Evaluate Merger and Acquisition Risk

The CyCognito platform gives you immediate visibility to the cybersecurity posture of the targets you are evaluating for merger and acquisition (M&A). It identifies the breadth of a target organization's attack surface and the effectiveness of its security controls, without requiring any deployment or configuration.

Case Studies

Unseen Third-Party Asset Creates Risk

An international bank had a weak security spot that exposed bank communications. The weak spot was in a device connected to the bank by a third-party partner and went undetected even though it had recently conducted a two-month black-box pen testing engagement. The CyCognito platform revealed that the asset was part of the bank's IT ecosystem and found critical exposure nearly instantly.

Helping a Healthcare Organization Avert Disaster

A leading US healthcare organization with an exposed Oracle content management server on Oracle's cloud became misconfigured. This exposure left the door open for attackers to connect as an admin and upload arbitrary content to the main website - content that could redirect the organization's 100 million users to a fraudulent site or infect their assets. This type of data exposure would go undetected by legacy vulnerability scanners. And high-quality pen testers would take months to detect. Using the CyCognito platform, the organization immediately identified this exposure, eliminating the possibility of attack or exploitation.

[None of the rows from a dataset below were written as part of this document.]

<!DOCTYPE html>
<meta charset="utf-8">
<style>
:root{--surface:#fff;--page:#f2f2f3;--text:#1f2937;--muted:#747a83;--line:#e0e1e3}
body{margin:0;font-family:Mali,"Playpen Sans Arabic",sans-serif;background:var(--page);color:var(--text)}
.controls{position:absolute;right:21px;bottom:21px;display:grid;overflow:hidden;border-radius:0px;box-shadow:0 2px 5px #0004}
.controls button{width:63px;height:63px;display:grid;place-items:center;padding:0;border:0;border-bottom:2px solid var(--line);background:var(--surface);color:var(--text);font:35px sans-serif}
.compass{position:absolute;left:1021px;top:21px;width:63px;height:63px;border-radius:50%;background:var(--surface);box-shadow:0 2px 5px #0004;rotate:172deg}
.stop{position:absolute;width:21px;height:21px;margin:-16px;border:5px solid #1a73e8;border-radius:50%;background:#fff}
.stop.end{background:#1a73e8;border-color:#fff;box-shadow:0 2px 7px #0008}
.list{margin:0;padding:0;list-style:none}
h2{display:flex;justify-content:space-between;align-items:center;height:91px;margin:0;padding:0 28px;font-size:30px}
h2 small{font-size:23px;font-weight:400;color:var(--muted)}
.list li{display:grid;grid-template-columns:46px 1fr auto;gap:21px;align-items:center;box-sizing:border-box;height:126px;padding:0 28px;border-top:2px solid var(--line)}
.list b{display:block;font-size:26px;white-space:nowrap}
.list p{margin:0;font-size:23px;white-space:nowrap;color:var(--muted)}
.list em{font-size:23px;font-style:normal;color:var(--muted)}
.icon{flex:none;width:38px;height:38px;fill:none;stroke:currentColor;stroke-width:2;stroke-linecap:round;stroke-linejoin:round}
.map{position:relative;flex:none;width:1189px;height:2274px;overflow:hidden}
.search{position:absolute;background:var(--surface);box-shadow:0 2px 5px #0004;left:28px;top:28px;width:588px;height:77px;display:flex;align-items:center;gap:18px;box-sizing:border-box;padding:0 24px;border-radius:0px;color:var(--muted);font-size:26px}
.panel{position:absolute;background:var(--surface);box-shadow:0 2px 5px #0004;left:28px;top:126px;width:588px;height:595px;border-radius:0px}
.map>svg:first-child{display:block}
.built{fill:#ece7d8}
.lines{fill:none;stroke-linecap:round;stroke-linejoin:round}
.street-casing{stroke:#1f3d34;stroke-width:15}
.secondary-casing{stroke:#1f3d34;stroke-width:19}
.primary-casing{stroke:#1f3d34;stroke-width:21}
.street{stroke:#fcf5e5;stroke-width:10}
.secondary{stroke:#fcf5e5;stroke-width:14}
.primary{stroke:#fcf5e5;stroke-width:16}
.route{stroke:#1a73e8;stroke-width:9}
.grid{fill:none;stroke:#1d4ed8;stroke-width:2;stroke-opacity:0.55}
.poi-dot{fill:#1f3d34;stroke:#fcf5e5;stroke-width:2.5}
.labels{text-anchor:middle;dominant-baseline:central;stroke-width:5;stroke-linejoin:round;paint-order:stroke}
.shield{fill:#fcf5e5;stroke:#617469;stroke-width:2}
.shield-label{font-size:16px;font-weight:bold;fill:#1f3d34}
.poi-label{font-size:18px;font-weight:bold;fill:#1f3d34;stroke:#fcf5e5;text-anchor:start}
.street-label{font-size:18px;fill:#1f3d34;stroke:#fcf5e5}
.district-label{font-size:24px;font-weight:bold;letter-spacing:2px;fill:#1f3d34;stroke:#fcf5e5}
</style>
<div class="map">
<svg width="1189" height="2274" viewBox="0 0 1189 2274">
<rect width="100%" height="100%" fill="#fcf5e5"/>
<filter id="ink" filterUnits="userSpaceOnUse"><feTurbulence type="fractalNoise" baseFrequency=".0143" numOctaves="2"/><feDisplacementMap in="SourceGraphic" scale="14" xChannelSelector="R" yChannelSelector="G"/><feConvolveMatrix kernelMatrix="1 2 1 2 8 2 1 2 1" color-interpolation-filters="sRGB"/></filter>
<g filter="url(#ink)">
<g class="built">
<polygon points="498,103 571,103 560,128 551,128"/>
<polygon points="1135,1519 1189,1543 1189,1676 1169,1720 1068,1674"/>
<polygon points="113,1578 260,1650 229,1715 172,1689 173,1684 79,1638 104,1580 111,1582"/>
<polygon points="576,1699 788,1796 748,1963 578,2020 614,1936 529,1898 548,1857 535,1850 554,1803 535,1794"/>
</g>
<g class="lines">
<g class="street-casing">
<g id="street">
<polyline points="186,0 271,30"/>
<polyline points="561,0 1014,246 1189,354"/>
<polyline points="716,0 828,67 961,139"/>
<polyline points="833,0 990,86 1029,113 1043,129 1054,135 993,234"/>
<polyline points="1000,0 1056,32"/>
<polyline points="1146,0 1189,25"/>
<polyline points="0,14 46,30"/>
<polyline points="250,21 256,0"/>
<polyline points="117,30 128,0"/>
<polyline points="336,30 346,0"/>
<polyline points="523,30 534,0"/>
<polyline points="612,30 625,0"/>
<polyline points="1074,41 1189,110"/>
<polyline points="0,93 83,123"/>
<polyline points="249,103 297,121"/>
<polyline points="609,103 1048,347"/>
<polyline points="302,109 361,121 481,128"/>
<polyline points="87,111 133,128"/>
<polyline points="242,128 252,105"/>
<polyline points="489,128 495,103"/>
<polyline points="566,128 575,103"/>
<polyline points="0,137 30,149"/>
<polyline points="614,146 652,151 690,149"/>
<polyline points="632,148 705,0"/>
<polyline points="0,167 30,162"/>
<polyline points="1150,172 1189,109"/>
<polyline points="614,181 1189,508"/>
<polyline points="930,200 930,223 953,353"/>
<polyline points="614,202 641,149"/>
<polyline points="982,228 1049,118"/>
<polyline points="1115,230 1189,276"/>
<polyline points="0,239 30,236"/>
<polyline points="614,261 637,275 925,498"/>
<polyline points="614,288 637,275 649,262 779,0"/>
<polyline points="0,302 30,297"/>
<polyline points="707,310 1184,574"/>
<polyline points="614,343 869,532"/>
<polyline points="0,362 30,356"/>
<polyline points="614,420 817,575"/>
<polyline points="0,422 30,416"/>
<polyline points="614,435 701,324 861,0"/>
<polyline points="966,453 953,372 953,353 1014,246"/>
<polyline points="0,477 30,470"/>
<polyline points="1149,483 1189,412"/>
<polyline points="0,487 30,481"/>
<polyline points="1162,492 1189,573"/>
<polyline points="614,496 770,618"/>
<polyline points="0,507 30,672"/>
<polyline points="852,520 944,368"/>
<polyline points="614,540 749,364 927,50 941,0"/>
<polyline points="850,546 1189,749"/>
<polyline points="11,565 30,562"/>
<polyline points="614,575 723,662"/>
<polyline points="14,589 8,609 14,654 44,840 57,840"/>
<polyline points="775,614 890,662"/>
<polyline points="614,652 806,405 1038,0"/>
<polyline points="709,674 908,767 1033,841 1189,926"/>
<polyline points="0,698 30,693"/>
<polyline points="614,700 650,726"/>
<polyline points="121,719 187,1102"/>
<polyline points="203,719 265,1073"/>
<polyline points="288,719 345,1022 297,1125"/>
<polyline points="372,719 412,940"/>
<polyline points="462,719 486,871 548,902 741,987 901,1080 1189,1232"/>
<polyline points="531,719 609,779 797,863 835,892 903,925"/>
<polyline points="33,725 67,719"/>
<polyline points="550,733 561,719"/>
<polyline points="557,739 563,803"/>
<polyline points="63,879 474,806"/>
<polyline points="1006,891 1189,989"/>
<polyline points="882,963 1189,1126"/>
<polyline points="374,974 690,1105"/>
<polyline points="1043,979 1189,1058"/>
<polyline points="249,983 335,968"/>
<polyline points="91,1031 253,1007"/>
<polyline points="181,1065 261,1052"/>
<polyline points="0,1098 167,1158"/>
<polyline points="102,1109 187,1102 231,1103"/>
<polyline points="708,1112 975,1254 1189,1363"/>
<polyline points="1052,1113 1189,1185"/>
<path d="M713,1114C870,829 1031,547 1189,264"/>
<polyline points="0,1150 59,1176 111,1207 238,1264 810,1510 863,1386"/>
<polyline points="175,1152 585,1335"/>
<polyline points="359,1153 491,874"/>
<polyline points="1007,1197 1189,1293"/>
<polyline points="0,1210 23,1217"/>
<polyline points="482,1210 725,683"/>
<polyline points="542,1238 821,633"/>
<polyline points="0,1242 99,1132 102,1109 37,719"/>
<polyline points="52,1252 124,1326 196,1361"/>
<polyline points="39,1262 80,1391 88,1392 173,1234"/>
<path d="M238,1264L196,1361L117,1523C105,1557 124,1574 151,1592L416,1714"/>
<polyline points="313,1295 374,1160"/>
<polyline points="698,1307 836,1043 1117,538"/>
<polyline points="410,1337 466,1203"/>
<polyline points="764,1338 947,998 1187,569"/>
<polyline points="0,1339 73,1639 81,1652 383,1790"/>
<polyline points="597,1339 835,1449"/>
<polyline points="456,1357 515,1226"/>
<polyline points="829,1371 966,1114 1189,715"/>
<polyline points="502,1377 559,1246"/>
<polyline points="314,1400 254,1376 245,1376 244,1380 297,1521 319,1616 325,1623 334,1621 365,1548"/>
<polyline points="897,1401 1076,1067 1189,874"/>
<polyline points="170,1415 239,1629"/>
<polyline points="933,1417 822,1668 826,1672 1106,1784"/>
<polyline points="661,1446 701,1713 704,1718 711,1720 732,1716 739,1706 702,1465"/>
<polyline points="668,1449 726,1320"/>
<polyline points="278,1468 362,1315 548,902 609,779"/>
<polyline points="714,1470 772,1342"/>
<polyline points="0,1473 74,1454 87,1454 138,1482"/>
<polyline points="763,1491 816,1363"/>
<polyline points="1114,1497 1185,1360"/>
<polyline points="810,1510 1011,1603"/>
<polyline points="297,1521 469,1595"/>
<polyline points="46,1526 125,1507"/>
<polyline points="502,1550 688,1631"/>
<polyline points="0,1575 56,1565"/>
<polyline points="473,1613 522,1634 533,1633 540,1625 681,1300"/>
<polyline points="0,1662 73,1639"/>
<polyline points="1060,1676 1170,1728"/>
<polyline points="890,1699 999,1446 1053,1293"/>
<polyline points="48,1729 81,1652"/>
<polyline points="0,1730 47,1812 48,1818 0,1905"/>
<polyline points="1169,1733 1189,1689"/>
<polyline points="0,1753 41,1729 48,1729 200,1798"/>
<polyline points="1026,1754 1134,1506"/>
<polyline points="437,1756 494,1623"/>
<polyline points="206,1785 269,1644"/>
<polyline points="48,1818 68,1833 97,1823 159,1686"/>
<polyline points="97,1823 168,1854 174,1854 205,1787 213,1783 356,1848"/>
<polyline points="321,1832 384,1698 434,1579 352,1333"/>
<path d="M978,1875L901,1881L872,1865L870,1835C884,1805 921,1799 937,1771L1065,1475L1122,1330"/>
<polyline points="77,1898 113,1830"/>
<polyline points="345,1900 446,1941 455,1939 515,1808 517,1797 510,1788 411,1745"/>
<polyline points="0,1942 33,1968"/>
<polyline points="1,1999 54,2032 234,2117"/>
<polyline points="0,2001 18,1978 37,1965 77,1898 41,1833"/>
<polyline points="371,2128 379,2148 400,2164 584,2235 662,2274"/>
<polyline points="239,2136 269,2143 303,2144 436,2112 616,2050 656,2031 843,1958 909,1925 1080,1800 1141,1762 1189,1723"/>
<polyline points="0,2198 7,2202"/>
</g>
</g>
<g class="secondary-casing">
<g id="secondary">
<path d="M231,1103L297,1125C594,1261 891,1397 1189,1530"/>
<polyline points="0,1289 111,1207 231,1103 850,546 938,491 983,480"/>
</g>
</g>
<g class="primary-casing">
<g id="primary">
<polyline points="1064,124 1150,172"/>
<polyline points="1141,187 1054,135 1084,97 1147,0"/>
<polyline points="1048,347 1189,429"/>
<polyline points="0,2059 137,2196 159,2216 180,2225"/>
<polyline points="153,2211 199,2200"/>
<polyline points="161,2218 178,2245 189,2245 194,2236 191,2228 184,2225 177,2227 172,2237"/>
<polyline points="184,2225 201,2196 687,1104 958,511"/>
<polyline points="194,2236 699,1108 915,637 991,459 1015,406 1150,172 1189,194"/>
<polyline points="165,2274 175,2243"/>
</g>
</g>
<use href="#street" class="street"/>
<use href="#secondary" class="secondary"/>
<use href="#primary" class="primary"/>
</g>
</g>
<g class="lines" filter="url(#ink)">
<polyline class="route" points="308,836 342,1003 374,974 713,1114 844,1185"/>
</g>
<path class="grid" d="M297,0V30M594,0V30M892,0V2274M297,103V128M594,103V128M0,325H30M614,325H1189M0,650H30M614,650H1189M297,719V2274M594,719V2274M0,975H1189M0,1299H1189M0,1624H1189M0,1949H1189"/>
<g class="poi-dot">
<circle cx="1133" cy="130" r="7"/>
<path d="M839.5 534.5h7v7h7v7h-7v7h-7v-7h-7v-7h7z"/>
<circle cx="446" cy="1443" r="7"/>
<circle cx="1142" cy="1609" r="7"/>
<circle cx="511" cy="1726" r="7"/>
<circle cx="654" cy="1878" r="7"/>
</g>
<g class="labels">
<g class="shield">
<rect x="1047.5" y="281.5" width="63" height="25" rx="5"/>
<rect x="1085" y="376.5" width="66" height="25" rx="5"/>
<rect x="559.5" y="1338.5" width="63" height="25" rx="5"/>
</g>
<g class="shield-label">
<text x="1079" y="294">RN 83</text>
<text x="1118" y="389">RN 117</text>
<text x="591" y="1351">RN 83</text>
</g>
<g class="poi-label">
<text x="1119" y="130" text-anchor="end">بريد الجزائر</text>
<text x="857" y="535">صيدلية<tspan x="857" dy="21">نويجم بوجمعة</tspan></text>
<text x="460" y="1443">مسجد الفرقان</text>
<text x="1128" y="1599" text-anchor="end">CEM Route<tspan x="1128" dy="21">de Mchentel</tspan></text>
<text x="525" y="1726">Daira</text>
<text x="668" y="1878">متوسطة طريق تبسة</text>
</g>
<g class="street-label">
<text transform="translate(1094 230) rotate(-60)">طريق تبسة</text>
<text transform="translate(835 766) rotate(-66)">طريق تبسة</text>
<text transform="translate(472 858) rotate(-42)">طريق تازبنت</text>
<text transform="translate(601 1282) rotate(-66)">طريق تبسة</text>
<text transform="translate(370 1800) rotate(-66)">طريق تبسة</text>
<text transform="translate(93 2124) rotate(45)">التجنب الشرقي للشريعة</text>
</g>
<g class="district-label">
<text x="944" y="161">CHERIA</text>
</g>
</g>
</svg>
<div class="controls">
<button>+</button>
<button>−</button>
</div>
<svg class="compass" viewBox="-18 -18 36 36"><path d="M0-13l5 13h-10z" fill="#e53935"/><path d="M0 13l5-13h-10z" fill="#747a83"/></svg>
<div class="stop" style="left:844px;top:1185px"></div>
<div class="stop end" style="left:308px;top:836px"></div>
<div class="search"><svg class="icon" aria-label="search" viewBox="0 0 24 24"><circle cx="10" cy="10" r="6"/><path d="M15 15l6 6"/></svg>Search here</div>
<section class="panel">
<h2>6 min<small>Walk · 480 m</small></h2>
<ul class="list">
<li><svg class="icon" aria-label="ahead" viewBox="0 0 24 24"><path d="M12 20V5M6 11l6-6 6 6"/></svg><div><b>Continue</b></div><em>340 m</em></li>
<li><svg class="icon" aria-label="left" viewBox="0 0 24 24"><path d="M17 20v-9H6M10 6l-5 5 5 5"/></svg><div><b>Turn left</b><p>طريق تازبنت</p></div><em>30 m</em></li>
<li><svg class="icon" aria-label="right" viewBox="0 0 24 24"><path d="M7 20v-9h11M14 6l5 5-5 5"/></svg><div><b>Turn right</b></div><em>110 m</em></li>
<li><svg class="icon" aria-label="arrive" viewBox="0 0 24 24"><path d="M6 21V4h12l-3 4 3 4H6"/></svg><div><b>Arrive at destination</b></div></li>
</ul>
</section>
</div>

Helping a Telecom Discover a Significant Shadow Risk

One of CyCognito's customers, a telecommunications company, deployed a defensive security solution, known as a deception system. The system was misconfigured by the vendor's engineer, exposing the company's entire management system on the open web. The CyCognito platform discovered the misconfiguration immediately, enabling the company to resolve the weak security spot before attackers could exploit it.

Internal Misuse Creates Risk

An engineer at a large international hospitality company created a primary Javascript web interface that allowed him to run commands on the mainframe and debug mainframe code from home. That interface was exposed to the internet, however, and if discovered by attackers, it would have allowed them access to the organization's reservation system and customers' personal information. The CyCognito platform enables security professionals to detect and curtail this type of misuse.

Attack Surface Visibility

Security practitioners and vendors universally recognize the need for attack surface analysis and management. Still, a critical point that may not be explicitly called out is that managing your attack surface isn't something you should start doing only after you have implemented your security stack. Instead, it must be a foundational step that guides your security program and resource investments.

The valiant leader behind the supremacy of CyCognito

Rob Gurzeev is the Co-Founder and also serves as the Chief Executive Officer of CyCognito. He has led the development of offensive security solutions for both the private sector as well as the intelligence agencies. Before founding CyCognito, Mr. Rob served as the Director of Offensive Security and head of R&D at C4 Security (acquired by Elbit Systems), and also as the CTO of the Product Department of the 8200 Israeli Intelligence Corps. Honors that he received as an Israel Defense Forces Officer included Award for Excellence, the Creative Thinking Award, and the Source of Life Award.